Clinton County Commissioners Approve Body Camera Trial For EMS

Clinton County EMS is seeking to implement body cameras for EMS personnel to aid with training and increase accountability through an initial trial period with Axon.

Clinton County EMS Director Steven approached the Clinton County Board of Commissioners on Tuesday to discuss the approval of a contract with Axon for the EMS crews to utilize body cameras for training opportunities and accountability.

“We’ve been exploring how to facilitate an increase in accountability,” Deckard said. “This is something that I think the EMS nationwide has been lacking. One of the pathways we’ve been exploring is body cameras for EMS and EMTs.”

Deckard stated that the contract would permit a two-month trial for three cameras to be provided by Axon for the department without a charge and with no liability for the department. The cameras were described as HIPAA compliant as footage will not be implemented as part of the medical record, rather, the footage would be utilized as a tool to increase training and education opportunities and as a means to review the situation if a complaint is received.

The commissioners raised a concern regarding the implementation of body cameras as members of the EMS department may have reservations about recording the emergency services provided. Deckard stated that discussions within the department have been positive as employees have expressed their willingness to participate in the trial.

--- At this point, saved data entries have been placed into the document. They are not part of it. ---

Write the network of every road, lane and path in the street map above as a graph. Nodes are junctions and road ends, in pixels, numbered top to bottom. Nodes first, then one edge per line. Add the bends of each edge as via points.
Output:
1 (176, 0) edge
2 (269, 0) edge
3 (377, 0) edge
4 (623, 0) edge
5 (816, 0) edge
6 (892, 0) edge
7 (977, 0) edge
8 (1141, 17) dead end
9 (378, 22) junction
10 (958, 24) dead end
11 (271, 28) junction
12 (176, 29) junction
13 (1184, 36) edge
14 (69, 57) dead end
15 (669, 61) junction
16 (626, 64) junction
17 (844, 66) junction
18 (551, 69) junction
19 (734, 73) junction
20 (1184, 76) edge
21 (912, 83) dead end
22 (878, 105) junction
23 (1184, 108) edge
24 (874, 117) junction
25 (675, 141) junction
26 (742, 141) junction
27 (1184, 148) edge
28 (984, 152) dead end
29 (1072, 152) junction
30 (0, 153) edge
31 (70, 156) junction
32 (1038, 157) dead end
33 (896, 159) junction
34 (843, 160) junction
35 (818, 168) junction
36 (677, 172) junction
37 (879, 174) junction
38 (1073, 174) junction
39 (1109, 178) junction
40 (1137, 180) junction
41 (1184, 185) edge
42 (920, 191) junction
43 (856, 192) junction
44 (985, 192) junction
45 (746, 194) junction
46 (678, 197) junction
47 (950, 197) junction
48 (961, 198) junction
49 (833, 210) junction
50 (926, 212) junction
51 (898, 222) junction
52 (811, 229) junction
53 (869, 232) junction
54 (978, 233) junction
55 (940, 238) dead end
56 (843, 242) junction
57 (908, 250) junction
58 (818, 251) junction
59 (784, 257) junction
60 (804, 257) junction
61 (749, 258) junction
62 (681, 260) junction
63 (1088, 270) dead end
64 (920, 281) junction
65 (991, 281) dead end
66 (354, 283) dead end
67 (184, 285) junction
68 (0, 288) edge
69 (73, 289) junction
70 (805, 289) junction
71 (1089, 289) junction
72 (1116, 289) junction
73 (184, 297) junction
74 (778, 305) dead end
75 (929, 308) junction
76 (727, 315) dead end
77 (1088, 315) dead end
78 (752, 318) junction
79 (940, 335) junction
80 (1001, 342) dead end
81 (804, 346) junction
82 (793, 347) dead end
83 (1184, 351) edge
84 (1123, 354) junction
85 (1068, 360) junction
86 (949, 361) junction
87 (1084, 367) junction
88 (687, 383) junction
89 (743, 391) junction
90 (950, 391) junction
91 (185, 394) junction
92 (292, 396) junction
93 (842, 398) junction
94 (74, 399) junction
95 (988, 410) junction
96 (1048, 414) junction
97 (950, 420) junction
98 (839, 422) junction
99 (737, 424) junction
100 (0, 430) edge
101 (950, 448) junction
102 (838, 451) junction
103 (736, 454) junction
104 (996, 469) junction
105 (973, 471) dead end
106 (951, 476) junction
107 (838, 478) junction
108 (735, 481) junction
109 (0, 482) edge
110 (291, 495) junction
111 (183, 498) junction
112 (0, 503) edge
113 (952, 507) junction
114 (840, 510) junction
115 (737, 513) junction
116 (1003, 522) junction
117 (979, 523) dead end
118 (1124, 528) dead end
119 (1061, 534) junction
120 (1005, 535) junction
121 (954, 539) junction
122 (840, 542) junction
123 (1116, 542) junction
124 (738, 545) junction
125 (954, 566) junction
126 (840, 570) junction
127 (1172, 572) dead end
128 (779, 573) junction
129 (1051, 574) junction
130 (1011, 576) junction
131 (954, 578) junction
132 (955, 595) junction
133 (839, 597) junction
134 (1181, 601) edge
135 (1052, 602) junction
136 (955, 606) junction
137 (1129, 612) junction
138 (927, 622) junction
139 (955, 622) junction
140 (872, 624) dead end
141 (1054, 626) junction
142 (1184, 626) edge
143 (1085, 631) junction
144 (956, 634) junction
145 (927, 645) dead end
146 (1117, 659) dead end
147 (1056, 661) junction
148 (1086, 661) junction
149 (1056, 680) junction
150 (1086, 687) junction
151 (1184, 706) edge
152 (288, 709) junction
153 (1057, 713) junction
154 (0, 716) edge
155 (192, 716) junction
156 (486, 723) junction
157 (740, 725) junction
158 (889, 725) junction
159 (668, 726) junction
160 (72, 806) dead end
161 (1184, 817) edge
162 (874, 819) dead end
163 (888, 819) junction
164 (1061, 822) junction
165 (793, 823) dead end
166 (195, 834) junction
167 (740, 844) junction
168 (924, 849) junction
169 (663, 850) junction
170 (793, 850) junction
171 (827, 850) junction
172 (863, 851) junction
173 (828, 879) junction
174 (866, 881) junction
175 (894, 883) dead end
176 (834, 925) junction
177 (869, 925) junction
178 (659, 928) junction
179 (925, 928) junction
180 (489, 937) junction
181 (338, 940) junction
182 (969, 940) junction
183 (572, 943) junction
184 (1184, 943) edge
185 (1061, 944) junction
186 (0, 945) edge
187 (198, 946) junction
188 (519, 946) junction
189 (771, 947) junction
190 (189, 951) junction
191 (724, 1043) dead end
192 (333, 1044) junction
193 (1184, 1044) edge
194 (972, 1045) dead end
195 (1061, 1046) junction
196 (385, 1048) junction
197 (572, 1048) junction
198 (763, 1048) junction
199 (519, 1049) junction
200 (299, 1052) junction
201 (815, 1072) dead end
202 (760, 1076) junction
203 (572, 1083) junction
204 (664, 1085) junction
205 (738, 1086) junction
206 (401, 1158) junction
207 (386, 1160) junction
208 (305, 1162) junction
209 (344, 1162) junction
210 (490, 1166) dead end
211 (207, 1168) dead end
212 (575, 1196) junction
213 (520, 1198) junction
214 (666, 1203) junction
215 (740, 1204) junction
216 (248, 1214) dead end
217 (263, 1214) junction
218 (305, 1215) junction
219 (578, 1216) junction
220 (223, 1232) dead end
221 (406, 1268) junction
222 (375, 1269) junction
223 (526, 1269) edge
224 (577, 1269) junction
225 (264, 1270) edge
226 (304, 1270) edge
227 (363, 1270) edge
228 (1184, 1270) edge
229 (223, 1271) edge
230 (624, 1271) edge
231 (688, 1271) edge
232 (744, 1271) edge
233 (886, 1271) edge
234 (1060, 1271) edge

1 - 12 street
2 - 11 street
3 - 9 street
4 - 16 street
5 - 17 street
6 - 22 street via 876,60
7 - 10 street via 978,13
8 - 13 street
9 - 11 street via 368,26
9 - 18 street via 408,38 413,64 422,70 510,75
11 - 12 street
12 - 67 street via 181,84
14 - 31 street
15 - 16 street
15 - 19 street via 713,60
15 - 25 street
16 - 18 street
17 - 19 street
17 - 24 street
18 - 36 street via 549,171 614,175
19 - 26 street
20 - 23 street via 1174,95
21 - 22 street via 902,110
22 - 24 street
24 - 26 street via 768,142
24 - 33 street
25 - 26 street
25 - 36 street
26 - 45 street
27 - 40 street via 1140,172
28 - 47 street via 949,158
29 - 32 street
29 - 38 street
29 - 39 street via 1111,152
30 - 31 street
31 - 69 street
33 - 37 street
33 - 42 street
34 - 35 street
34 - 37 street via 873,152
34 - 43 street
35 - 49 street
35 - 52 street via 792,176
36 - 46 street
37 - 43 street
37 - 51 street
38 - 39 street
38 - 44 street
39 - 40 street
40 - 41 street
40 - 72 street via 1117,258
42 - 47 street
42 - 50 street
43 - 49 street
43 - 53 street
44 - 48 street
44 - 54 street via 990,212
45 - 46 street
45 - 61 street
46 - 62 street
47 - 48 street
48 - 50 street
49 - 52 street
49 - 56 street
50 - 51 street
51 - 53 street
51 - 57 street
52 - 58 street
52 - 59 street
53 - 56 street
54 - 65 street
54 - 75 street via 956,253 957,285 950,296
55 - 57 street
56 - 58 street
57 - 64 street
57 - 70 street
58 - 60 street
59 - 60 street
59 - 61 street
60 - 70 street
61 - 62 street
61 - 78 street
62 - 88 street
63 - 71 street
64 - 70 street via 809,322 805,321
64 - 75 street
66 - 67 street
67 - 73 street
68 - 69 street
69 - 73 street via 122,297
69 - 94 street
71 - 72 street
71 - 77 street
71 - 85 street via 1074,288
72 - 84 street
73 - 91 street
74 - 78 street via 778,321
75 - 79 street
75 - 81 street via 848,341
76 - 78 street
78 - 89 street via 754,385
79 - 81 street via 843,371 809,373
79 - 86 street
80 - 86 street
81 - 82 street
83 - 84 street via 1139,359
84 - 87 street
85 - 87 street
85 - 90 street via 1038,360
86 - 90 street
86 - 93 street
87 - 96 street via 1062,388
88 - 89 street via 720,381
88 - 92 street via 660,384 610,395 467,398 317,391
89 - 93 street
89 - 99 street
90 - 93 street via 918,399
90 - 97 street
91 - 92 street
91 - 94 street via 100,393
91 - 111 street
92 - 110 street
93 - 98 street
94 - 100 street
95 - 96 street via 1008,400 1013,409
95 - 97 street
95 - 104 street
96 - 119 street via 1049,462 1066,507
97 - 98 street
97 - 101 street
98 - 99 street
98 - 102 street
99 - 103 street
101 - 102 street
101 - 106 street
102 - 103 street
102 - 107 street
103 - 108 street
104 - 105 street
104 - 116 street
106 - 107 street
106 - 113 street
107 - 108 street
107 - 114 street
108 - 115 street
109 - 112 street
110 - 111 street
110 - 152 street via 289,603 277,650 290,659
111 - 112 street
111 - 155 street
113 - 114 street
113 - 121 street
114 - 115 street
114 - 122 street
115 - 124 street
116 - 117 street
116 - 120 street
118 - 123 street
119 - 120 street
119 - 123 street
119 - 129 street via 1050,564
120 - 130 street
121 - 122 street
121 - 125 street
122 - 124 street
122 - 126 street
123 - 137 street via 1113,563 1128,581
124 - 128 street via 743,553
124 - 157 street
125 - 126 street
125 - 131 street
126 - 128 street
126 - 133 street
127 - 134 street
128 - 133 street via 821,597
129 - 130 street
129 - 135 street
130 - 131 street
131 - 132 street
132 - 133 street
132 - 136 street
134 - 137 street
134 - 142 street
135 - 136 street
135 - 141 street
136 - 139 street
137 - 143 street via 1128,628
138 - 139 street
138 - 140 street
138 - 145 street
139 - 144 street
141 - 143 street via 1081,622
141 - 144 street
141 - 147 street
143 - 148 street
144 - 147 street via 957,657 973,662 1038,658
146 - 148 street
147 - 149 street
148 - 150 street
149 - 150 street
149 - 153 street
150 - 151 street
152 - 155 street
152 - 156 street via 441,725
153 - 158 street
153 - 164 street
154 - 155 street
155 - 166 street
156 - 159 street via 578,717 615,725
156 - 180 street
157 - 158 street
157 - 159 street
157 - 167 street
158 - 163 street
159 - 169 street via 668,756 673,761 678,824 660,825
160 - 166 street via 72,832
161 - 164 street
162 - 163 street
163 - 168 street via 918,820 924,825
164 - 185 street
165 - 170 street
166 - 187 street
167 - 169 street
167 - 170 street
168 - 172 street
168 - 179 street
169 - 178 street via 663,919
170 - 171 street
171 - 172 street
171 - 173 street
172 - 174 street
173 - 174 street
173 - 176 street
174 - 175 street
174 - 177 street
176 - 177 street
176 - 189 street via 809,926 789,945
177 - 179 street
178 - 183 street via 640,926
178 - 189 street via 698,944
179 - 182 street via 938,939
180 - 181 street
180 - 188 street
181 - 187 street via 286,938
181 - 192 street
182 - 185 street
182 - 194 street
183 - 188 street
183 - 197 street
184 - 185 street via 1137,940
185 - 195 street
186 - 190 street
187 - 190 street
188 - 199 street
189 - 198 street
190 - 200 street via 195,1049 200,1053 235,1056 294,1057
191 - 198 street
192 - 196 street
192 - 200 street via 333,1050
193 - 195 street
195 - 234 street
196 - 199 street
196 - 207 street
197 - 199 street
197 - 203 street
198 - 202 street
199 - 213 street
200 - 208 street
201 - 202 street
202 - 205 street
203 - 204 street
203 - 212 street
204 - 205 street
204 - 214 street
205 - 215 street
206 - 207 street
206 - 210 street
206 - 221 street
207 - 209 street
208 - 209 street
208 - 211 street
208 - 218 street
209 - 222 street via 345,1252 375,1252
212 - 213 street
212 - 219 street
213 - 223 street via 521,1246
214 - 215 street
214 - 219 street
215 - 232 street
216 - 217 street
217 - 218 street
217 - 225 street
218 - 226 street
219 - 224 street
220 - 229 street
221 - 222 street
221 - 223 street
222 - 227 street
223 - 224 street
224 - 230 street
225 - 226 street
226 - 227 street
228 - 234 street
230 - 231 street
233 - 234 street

“Internally, we’re good for the trial,” Deckard said. “In speaking with another local first responder who was a part of their department implementing body-worn cameras, the discussion was taken about how everybody initially was saying no, and they had a lot of fear associated with it, and now in today’s world, you’re not going to work for a law enforcement department that doesn’t wear body cameras. That’s like the standard practice.”

Deckard continued to state that over 100 EMS agencies across the nation have implemented the practice of utilizing body cameras over the past few years, and the equipment and processes have been extensively researched to document the benefits and the potential setbacks.

“Ultimately, what I have a responsibility for as the department head is to ensure that we’re providing the most appropriate patient care and advocating for the 33,000+ citizens of the county and its visitors,” Deckard said. “It’s evidence based. It’s got a lot of research behind it.”

Deckard stated that during the trial, and if the county and department elect to continue the implementation of body cameras in the future, a new policy will be implemented where a patient may request for the camera to be turned off during the services provided, and the camera will not be reactivated unless necessary.

“If things go south, if somebody starts assaulting one our EMS personnel, then we can just turn the camera back on and protect ourselves with that data and that video to show the situation and how dynamic it was,” Deckard said. “The plan will be for our crews that when they get dispatched out, they’ll turn it on. When they show up on scene, they’ll keep it on unless they’re requested by the patient to turn it off. After we do transfer of care, we’ll turn it back off.”

The commissioners approved the contract for the trial period with Axon.